ALEX Classroom Resource

Students:
Given the center (h,k) and radius (r) of a circle,

• Explain and justify that every point on the circle is a combination of a horizontal and vertical shift from the center with a length equal to the radius.
• Create a right triangle from the center of a circle to a general point on the circle, and show that the legs of the right triangle are the absolute values of x-h and y-k, and the hypotenuse is r, then apply Pythagorean theorem to show that r² = (x - h)² + (y - k)².
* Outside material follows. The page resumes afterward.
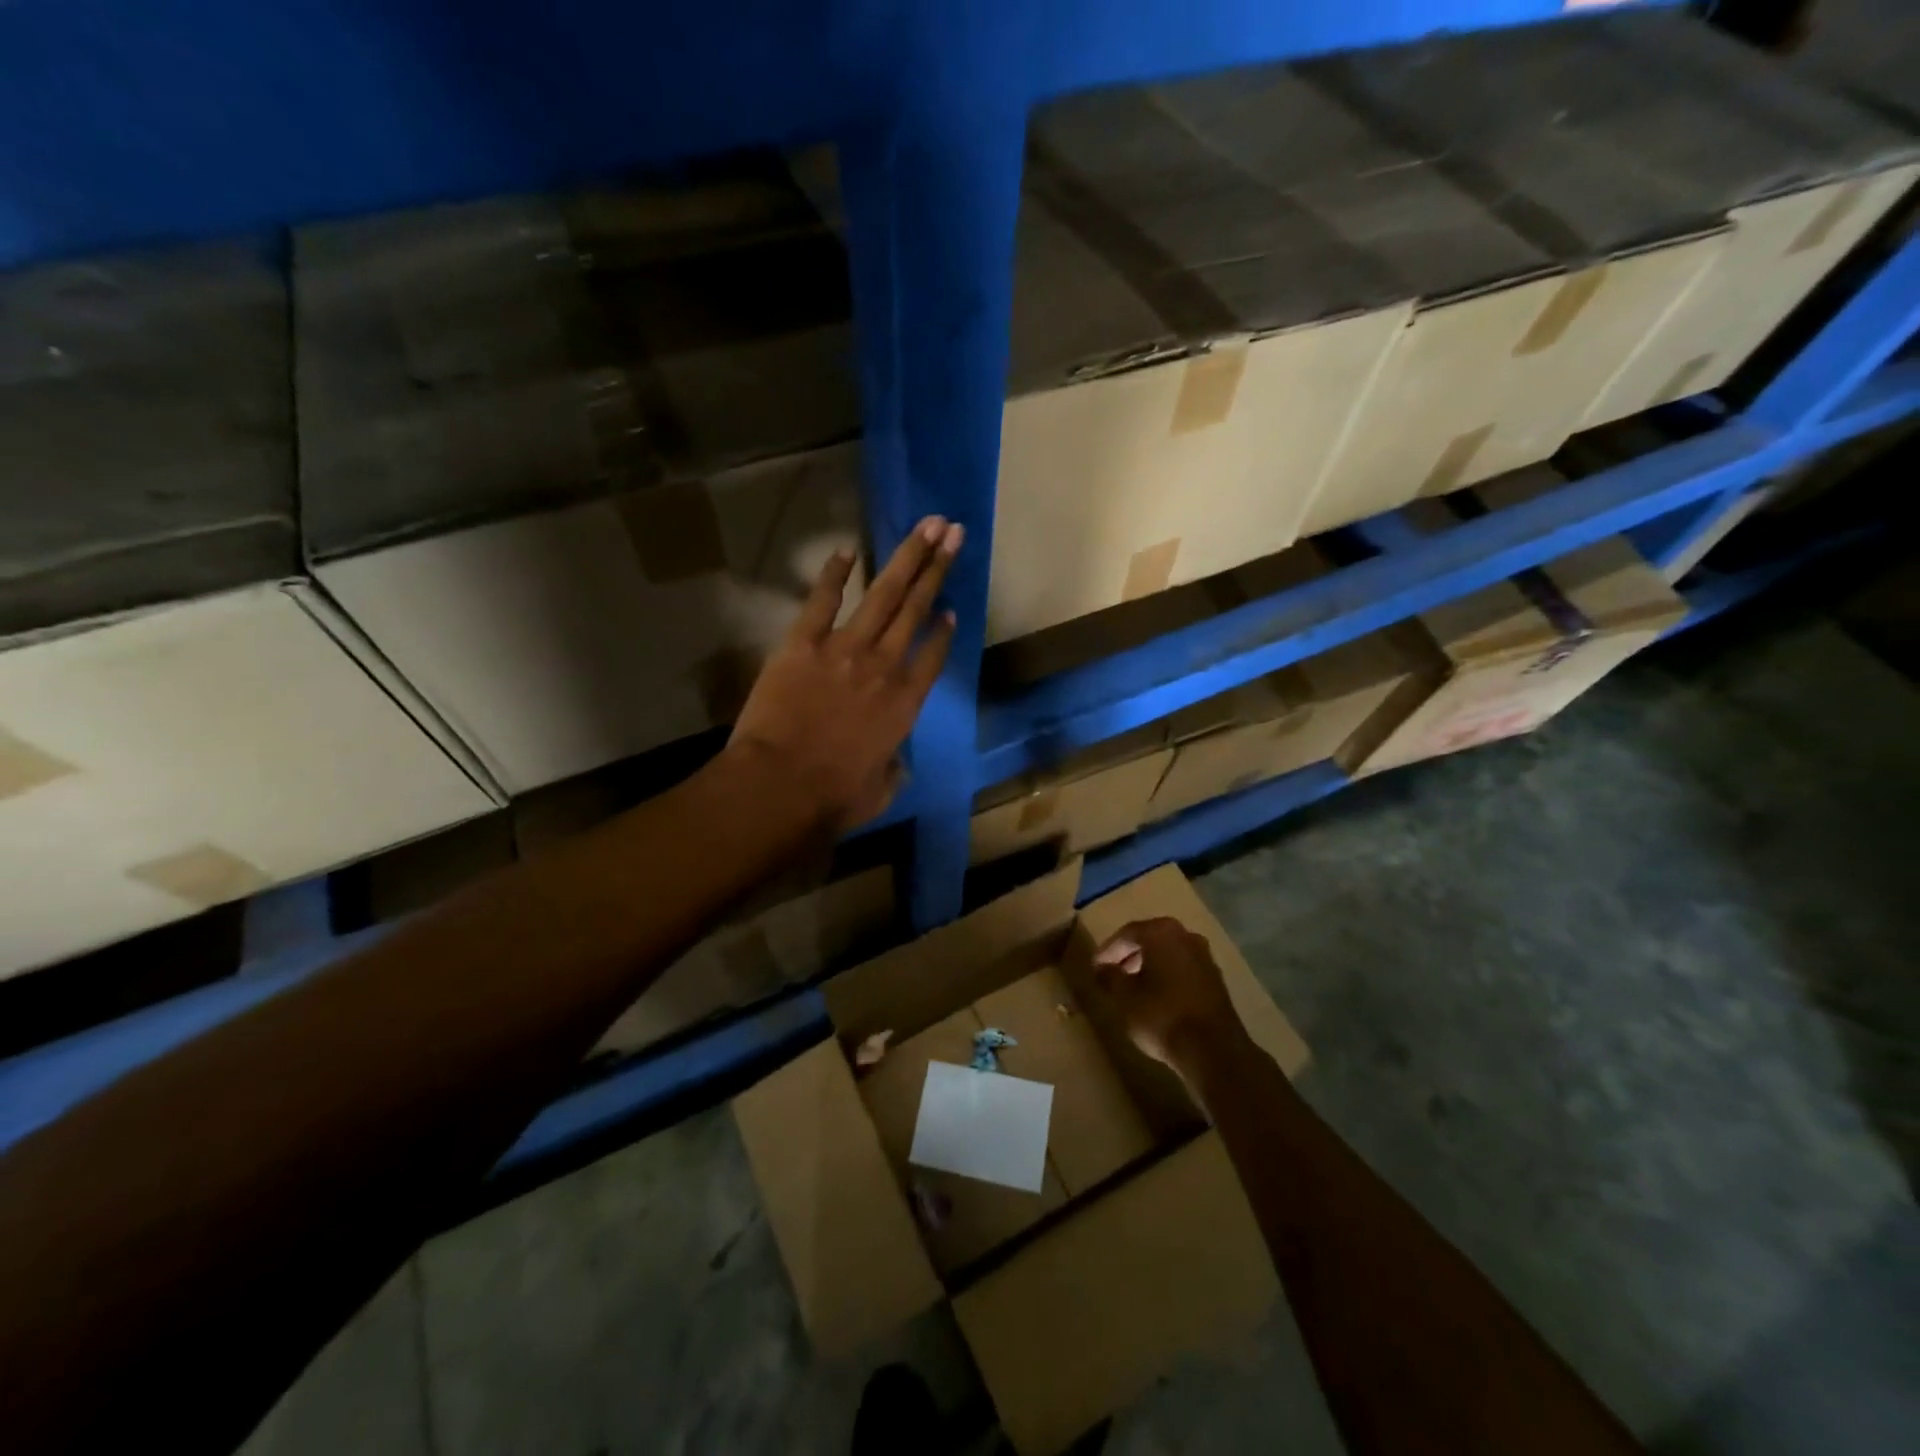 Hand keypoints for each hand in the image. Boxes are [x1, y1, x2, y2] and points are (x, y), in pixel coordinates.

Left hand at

Given the endpoint of the diameter of the circle,

• Find the center of the circle using the midpoint formula, and write the equation of the circle in standard form using the Pythagorean Theorem.
• Analyze distance in the coordinate plane and use distance to relate points and lines.
• Calculate the distance between two points using the Pythagorean Theorem.
• Generalize methods for determining the distance between two coordinate points.
• Derive the distance formula using a right triangle and the Pythagorean Theorem.

Students know:

• Key features of a circle.
• The Pythagorean Theorem, Midpoint Formula, Distance Formula.

Students are able to:

• Create a right triangle in a circle using the horizontal and vertical shifts from the center as the legs and the radius of the circle as the hypotenuse.
• Write the equation of the circle in standard form when given the endpoints of the diameter of a circle, using the midpoint formula to find the circle's center, and then use the Pythagorean Theorem to find the equation of the circle.
• Find the distance between two points when using the Pythagorean Theorem and use that process to create the Distance Formula.

Students understand that:

• Circles represent a fixed distance in all directions in a plane from a given point, and a right triangle may be created to show the relationship of the horizontal and vertical shift to the distance,
• Circles written in standard form are useful for recognizing the center and radius of a circle.
• The distance formula and Pythagorean Theorem can both be used to find length measurements of segments (or sides of a geometric figure)

Learning Objectives:
GEO.6.1: Define radius, diameter, midpoint and Pythagorean Theorem.
GEO.6.2: Apply the Pythagorean Theorem to find the distance from the center to a point on the circle.
GEO.6.3: Derive the equation of a circle given the center and the radius.
GEO.6.4: Use the midpoint formula to find the center of a circle based on the endpoints of the diameter.

Students:

• Given coordinates and geometric theorems and statements defined on a coordinate system, use the coordinate system and logical reasoning to justify (or deny) the statement or theorem, and to critique arguments presented by others.

Students know:

• Relationships (e.g. distance, slope of line) between sets of points.
• Properties of geometric shapes.
• Coordinate graphing rules and techniques.
• Techniques for presenting a proof of geometric theorems.

Students are able to:

• Accurately determine what information is needed to prove or disprove a statement or theorem.
• Accurately find the needed information and explain and justify conclusions.
• Communicate logical reasoning in a systematic way to present a mathematical proof of geometric theorems.

Students understand that:

• Modeling geometric figures or relationships on a coordinate graph assists in determining truth of a statement or theorem.
• Geometric theorems may be proven or disproven by examining the properties of the geometric shapes in the theorem through the use of appropriate algebraic techniques.

Learning Objectives:
GEO.32.1: Apply formulas, and properties of polygons, angles, and lines to draw conclusions from the given information.
GEO.32.2: Identify properties of perpendicular and parallel lines, properties of polygons.
GEO.32.3: Illustrate polygons created by given coordinates on a coordinate plane.
GEO.32.4: Identify distance formula, circle formula, Pythagorean Theorem, midpoint.